During reports on the merger with Square, Takashi Oya of Deutsche Securities described Enix as "[outsourcing] game development and [having] few in-house creators" compared to Square's focus on internal development. At the time of the merger, Enix had two development divisions; one managing the Dragon Quest series led by Yuu Miyake, and a supervisory division made up of producers. Speaking in 1997, Quintet staff described their company as a "subcontractor" for Enix, being involved in its projects even when not acting as a publisher. Horii notably created Armor Project as a company to oversee Dragon Quest for Enix, with him comparing the relationship to that between an editor and an artist. Armor Project survived as an associate of Square Enix, growing into a larger entity over the years.

Enix Webstar Network Technology (Beijing) Co., Ltd. was a company formed between Enix and Mauritius Webstar Inc. in 2001 to develop online and mobile phone games in China and, later, other parts of Asia. The subsidiary was carried over after the merger between Square and Enix, but was dissolved in 2005 after the establishment of Square Enix China. Digital Entertainment Academy Co., Ltd. was established as a partially owned subsidiary in 1991. Originally called Toshima Ku Hokkaido University, the school was founded to teach game development.

Enix America Corporation was the corporation's first American localization subsidiary based in Redmond, Washington. It was established in 1989 after the release of Dragon Warrior by Nintendo of America in 1989. A notable member was Robert Jerauld, who left Nintendo to join Enix America Corporation as a game counselor before eventually becoming producer. While some titles met with commercial success, Jerauld noted that market saturation meant several localized releases saw low sales. One of the games published, King Arthur & the Knights of Justice, was Enix's first and only North America exclusive game: Jerauld recalled that he and others at the company wanted to branch into game development alongside publishing. Enix America Corp was ultimately shut down in November 1995 when the parent company decided to no longer release products in North America. Jerault later elaborated that Enix America Corporation's close was due to the combination of low North American sales, and Enix's re-evaluation of their publishing strategy as Nintendo prepared their next console.
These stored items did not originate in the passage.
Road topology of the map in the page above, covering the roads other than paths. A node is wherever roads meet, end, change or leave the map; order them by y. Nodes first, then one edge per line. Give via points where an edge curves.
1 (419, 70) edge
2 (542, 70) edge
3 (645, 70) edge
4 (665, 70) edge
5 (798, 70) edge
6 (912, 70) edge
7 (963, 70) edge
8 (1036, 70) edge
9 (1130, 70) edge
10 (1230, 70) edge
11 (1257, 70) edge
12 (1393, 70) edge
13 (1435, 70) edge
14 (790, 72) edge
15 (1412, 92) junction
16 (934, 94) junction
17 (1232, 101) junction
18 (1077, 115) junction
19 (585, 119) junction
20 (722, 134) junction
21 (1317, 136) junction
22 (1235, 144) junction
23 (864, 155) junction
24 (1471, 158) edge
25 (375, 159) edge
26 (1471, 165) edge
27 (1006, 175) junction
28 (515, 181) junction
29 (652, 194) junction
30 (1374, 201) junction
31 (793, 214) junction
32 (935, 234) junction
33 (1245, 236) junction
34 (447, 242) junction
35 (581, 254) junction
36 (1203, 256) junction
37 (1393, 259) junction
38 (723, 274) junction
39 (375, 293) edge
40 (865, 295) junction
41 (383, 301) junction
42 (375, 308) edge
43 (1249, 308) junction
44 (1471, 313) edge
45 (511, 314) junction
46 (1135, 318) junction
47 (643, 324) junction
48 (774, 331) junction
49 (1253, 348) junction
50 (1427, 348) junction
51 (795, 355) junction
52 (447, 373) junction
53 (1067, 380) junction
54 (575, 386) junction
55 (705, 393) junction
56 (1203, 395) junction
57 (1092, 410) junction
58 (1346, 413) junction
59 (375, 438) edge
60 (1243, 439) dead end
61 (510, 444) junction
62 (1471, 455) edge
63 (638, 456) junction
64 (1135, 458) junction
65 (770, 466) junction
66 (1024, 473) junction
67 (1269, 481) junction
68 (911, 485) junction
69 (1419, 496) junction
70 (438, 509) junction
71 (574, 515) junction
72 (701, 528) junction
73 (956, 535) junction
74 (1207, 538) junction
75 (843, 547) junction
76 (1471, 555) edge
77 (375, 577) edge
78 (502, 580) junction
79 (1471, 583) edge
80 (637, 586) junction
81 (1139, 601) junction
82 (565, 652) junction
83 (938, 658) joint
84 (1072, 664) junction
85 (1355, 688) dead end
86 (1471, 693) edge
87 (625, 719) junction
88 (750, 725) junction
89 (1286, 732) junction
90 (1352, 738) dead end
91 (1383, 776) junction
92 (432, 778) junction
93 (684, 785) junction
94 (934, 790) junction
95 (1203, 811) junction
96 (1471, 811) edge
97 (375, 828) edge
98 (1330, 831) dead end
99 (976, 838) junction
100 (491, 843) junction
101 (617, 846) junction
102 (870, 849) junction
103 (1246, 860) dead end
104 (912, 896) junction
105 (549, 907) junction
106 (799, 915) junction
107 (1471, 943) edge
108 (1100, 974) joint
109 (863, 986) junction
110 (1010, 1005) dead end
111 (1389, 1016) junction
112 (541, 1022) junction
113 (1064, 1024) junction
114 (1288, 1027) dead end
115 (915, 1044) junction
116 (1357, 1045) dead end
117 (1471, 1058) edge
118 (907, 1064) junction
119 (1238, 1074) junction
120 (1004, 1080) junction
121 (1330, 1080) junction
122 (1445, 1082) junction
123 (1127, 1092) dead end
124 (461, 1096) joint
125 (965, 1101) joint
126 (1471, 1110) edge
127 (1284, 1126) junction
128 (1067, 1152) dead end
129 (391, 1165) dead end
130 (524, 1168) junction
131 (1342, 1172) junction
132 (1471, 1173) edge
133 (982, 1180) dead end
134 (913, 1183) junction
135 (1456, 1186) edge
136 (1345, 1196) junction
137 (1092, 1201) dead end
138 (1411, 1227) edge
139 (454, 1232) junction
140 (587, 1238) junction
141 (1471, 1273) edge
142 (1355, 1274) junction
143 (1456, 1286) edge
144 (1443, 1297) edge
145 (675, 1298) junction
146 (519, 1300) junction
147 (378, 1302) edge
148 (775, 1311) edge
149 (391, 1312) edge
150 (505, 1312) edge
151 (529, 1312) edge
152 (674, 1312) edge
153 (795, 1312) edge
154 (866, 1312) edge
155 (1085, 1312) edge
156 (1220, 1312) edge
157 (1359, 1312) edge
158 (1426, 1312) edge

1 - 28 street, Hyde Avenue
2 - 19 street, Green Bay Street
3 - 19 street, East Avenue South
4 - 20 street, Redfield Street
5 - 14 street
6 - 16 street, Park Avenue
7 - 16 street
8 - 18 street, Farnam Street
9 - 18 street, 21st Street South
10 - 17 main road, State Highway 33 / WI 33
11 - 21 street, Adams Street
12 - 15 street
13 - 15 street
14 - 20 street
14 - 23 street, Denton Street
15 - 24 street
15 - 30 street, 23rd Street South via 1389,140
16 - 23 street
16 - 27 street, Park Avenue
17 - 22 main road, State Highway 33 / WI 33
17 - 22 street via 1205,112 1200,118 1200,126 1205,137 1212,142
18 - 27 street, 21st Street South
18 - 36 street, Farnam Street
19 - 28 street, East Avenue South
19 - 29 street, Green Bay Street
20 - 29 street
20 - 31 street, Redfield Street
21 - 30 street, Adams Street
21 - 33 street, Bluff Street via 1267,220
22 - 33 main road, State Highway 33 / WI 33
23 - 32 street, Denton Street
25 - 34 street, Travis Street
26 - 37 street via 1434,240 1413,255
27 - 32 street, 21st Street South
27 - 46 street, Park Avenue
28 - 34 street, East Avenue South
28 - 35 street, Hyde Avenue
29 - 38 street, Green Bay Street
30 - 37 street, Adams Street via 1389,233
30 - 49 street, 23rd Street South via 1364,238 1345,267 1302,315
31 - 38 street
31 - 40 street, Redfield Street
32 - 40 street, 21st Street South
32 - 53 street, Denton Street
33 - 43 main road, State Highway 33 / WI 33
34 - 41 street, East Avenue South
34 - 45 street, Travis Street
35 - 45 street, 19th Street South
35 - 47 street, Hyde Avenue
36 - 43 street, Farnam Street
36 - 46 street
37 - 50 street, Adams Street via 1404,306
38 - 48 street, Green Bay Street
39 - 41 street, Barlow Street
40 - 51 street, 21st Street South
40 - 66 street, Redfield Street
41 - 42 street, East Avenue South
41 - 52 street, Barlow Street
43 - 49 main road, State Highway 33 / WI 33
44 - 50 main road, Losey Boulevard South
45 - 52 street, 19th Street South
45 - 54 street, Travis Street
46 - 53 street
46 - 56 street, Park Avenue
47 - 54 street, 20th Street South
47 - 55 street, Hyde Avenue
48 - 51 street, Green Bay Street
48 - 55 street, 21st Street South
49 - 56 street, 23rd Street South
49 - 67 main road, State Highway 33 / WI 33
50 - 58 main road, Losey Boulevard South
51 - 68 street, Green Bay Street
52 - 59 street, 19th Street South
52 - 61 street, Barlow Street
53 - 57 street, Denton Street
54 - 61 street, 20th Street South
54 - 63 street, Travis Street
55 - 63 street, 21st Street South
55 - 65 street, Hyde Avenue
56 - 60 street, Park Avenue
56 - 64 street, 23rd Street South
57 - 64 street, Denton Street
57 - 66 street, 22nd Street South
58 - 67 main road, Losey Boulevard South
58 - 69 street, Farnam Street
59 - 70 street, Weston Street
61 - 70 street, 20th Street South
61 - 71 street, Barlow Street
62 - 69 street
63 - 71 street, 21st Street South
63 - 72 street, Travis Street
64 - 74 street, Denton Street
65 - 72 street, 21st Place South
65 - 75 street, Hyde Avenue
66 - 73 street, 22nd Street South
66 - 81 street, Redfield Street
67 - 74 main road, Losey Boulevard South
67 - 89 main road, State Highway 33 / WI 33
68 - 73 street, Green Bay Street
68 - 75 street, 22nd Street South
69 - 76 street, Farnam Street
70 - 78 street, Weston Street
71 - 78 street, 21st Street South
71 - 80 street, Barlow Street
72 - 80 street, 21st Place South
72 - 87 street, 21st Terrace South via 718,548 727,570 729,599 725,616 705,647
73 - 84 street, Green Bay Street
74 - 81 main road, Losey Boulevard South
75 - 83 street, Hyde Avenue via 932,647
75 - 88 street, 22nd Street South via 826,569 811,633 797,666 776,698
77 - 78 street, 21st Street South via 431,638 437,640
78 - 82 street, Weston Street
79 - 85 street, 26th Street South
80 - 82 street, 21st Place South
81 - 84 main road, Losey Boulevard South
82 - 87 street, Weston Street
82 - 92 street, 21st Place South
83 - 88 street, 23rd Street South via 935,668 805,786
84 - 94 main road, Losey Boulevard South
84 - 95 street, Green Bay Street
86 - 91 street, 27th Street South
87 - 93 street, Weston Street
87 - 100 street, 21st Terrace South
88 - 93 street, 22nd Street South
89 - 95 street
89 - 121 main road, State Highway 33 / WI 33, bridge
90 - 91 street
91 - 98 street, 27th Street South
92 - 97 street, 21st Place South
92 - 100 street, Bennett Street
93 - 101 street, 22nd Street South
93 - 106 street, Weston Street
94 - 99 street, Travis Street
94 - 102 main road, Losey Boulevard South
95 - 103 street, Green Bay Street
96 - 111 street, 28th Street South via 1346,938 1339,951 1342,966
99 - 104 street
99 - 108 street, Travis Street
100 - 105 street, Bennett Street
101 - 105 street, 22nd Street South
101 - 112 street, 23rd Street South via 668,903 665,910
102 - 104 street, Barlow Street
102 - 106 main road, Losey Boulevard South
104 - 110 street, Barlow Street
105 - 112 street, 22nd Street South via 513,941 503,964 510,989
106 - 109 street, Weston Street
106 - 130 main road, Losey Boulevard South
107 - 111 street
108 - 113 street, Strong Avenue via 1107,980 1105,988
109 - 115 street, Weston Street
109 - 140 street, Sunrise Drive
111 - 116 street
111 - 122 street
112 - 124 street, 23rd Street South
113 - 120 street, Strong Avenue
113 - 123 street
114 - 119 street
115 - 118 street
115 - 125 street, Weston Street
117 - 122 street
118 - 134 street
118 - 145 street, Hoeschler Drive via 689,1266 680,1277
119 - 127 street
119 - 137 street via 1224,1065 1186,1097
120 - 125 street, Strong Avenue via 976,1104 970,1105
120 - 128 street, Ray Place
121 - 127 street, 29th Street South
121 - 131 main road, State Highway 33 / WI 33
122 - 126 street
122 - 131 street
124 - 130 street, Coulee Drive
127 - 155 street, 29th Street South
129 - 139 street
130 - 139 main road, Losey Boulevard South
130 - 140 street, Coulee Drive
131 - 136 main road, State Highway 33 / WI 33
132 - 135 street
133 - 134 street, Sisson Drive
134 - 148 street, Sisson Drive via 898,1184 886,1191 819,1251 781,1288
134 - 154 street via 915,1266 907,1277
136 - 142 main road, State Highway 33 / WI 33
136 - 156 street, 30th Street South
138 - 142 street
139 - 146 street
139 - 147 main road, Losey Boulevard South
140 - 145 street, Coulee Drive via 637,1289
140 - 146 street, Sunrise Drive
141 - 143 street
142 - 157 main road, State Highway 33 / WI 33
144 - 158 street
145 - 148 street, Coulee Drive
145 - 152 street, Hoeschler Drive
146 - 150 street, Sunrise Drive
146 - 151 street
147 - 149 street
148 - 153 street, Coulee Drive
Enix America, Inc., Enix's last American localization subsidiary, was organized in 1999, and was based in Seattle, Washington. Paul Handelman, who was part of Enix America Corporation's staff, returned to lead Enix America, Inc. as president. The corporation was in existence until 2003, ceasing to exist after the merger with Square Co., Ltd. Several of Enix's localized games were published by other companies including Nintendo and Sony Computer Entertainment.

==Legacy==
The Dragon Quest series became one of the most popular video game series in Japan, spinning off into a multimedia franchise, and entering mainstream popular culture in the country. Several publications have cited the original game as a pioneer for the genre on home consoles, influencing the development of other popular series. Enix's Gangan Comics imprint, in addition to publishing a number of successful series, was credited by critic Tsuyoshi Ito with helping manga appeal to a wider cross-demographic audience that blending the shōnen and shōjo manga styles. Hosaka also credited Enix with introducing fantasy into the wider mainstream market, and as a pioneer of publishers directly investing in and having creative input into anime adaptations of their work.